CERVIDIL is not indicated for use in pregnancy prior to 37 completed weeks of gestation.
Breast-feeding: No studies have been performed to investigate the amount of dinoprostone in colostrum or breast milk following the use of CERVIDIL.
Dinoprostone may be excreted in colostrum and breast milk, but the level and duration is expected to be very limited and should not hinder breastfeeding. No effects on the breastfed newborns have been observed in the clinical studies conducted.
Adverse Reactions
Summary of safety profile: The most commonly reported adverse drug reactions in placebo-controlled and active comparator efficacy clinical trials (N=1116) were "foetal heart rate disorder" (6.9%), "uterine contractions abnormal" (6.2%) and "abnormal labour affecting foetus" (2.6%).
The table as follows displays the main ADRs distributed by system organ classes (SOC) and frequency.
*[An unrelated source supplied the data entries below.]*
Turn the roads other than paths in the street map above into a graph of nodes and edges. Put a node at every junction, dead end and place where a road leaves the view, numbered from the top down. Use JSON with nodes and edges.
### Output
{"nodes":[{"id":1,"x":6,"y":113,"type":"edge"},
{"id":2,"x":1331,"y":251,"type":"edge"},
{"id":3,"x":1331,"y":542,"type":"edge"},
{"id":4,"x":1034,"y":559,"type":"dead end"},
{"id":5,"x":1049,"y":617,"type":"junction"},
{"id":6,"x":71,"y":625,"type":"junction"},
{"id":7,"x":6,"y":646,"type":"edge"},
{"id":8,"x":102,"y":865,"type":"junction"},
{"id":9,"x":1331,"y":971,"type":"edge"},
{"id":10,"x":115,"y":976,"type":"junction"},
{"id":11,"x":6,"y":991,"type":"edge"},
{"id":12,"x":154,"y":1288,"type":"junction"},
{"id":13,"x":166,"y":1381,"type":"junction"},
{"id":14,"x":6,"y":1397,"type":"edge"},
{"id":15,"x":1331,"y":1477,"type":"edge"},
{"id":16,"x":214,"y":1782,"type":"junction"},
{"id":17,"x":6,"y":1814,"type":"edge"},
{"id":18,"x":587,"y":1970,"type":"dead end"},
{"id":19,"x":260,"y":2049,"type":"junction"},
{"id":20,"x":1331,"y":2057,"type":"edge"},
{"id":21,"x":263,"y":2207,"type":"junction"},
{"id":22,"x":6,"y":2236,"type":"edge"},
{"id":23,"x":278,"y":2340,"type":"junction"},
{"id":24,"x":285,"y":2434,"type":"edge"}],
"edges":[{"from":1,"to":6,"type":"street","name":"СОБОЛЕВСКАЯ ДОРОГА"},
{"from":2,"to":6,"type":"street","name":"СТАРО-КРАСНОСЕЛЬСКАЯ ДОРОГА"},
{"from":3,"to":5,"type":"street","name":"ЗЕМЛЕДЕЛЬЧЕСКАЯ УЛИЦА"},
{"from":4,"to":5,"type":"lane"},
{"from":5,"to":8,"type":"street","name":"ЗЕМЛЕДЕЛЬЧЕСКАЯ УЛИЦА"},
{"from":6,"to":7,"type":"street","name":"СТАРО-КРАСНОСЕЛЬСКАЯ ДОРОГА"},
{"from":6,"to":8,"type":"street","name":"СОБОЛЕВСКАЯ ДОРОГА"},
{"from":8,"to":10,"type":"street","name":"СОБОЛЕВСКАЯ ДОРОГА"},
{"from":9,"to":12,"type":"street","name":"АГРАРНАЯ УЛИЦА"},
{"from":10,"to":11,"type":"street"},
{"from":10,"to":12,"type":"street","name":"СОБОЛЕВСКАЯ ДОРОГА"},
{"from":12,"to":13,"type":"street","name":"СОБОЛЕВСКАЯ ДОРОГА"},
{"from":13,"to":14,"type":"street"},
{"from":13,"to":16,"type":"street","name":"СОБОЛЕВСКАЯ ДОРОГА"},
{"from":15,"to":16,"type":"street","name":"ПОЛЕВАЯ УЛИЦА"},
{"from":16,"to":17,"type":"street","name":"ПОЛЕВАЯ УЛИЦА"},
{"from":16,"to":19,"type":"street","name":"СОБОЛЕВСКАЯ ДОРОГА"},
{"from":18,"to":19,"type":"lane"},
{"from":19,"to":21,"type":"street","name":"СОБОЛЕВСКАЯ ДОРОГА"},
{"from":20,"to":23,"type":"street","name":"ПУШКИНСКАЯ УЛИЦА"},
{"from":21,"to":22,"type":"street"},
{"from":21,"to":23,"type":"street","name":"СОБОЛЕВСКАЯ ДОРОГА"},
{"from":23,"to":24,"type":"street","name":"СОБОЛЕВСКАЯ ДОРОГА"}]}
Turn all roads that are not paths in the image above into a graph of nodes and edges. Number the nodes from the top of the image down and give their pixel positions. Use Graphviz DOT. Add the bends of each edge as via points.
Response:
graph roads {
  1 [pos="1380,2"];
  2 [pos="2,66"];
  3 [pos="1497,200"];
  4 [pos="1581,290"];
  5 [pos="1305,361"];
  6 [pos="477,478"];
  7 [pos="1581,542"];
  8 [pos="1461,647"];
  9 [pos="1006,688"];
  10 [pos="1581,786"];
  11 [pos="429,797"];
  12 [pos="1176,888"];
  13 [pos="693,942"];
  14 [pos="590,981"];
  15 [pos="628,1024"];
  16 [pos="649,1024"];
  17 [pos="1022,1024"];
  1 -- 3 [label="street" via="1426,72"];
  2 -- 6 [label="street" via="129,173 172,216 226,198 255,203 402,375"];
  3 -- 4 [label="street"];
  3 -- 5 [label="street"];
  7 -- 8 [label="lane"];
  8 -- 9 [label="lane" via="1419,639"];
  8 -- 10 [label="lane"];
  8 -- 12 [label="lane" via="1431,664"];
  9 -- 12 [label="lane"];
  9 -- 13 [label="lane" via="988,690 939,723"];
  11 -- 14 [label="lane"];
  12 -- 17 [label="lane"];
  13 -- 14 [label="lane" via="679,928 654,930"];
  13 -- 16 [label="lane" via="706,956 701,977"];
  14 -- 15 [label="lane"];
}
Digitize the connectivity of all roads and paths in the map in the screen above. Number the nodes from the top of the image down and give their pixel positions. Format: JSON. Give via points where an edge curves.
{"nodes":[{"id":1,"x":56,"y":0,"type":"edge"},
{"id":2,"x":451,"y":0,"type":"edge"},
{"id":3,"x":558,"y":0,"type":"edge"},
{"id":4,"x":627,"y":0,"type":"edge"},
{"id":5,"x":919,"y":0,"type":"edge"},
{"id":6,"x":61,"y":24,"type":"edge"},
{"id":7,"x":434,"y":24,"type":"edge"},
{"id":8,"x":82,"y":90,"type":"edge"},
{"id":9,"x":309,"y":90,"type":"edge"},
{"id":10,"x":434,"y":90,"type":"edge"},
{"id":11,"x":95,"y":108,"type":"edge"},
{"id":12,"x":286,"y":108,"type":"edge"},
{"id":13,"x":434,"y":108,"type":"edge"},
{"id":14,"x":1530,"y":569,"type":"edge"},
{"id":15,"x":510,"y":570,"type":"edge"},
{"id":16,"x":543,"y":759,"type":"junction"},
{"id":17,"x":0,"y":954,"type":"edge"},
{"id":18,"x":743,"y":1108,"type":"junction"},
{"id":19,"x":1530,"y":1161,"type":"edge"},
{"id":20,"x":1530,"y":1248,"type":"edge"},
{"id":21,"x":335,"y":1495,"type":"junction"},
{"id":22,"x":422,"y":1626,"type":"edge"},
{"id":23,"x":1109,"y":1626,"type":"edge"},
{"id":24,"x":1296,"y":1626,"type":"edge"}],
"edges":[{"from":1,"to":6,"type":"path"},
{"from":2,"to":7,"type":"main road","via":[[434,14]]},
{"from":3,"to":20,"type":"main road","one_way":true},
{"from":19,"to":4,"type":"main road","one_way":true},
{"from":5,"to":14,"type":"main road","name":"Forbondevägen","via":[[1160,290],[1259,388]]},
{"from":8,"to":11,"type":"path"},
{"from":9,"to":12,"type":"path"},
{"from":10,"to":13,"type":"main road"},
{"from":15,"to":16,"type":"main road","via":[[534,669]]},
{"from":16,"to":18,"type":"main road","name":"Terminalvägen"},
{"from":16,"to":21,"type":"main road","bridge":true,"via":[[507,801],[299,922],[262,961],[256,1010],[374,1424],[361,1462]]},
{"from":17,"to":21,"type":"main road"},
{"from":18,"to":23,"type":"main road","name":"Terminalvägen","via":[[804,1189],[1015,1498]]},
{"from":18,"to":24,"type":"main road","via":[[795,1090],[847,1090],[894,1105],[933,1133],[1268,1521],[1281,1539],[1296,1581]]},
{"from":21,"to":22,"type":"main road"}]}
Further, the ADRs seen during post-marketing experience are mentioned with unknown frequency.
Adverse reactions observed in clinical studies are presented according to their incidence, post authorisation reported adverse reactions are presented in the column frequency unknown. (See table.)

Click on icon to see table/diagram/image
Drug Interactions
No dedicated interaction studies have been performed with CERVIDIL.
Prostaglandins potentiate the uterotonic effect of oxytocic drugs. Therefore, CERVIDIL should not be used concurrently with the use of oxytocic drugs.
Medication with non-steroidal anti-inflammatory drugs, including acetylsalicylic acid, should be stopped before administration of dinoprostone.
Caution For Usage
Instructions for Use: Insertion: 1) Holding the pessary between the fingers of the examining hand, insert CERVIDIL high into the posterior vaginal fornix using only small amounts of water soluble lubricants.
2) To ensure that the pessary remains in situ, it should be turned through 90° so that it lies transversely in the posterior fornix.
3) Allow sufficient tape to remain outside the vagina to permit retrieval.
4) After insertion, ensure that the patient remains recumbent for 30 minutes.
Retrieval Instructions: 1) CERVIDIL is removed quickly and easily by gentle traction on the retrieval tape.
2) CERVIDIL should be removed immediately in the following circumstances: a) At the onset of labour; b) Spontaneous rupture of the membranes and at artificial rupture of the membranes; c) Any suggestion of uterine hyperstimulation or hypertonic uterine contractions; d) Evidence of fetal distress; e) Evidence of maternal systemic adverse dinoprostone effects such as nausea, vomiting, hypotension or tachycardia; f) At least 30 minutes prior to starting an intravenous infusion of oxytocin.
Special Precautions for Disposal: CERVIDIL should be removed from the freezer just prior to the insertion.
After usage, the whole product should be disposed of as clinical waste.
Incompatibilities: Not applicable.
Store in a freezer between -10°C and -20°C. Store in the original container in order to protect from moisture.
The product can be stored in refrigerator (2 to 8°C) for a period not exceeding one month within the expiration date after taking out from the freezer.
Shelf-Life: 3 years.
ATC Classification
G02AD02 - dinoprostone ; Belongs to the class of prostaglandins. Used to induce abortion or augment labour and to minimize blood loss from the placental site.
Vag insert 10 mg (thin, flat semi-transparent polymeric, rectangular in shape with rounded corners contained within a knitted polyester retrieval system) x 1's.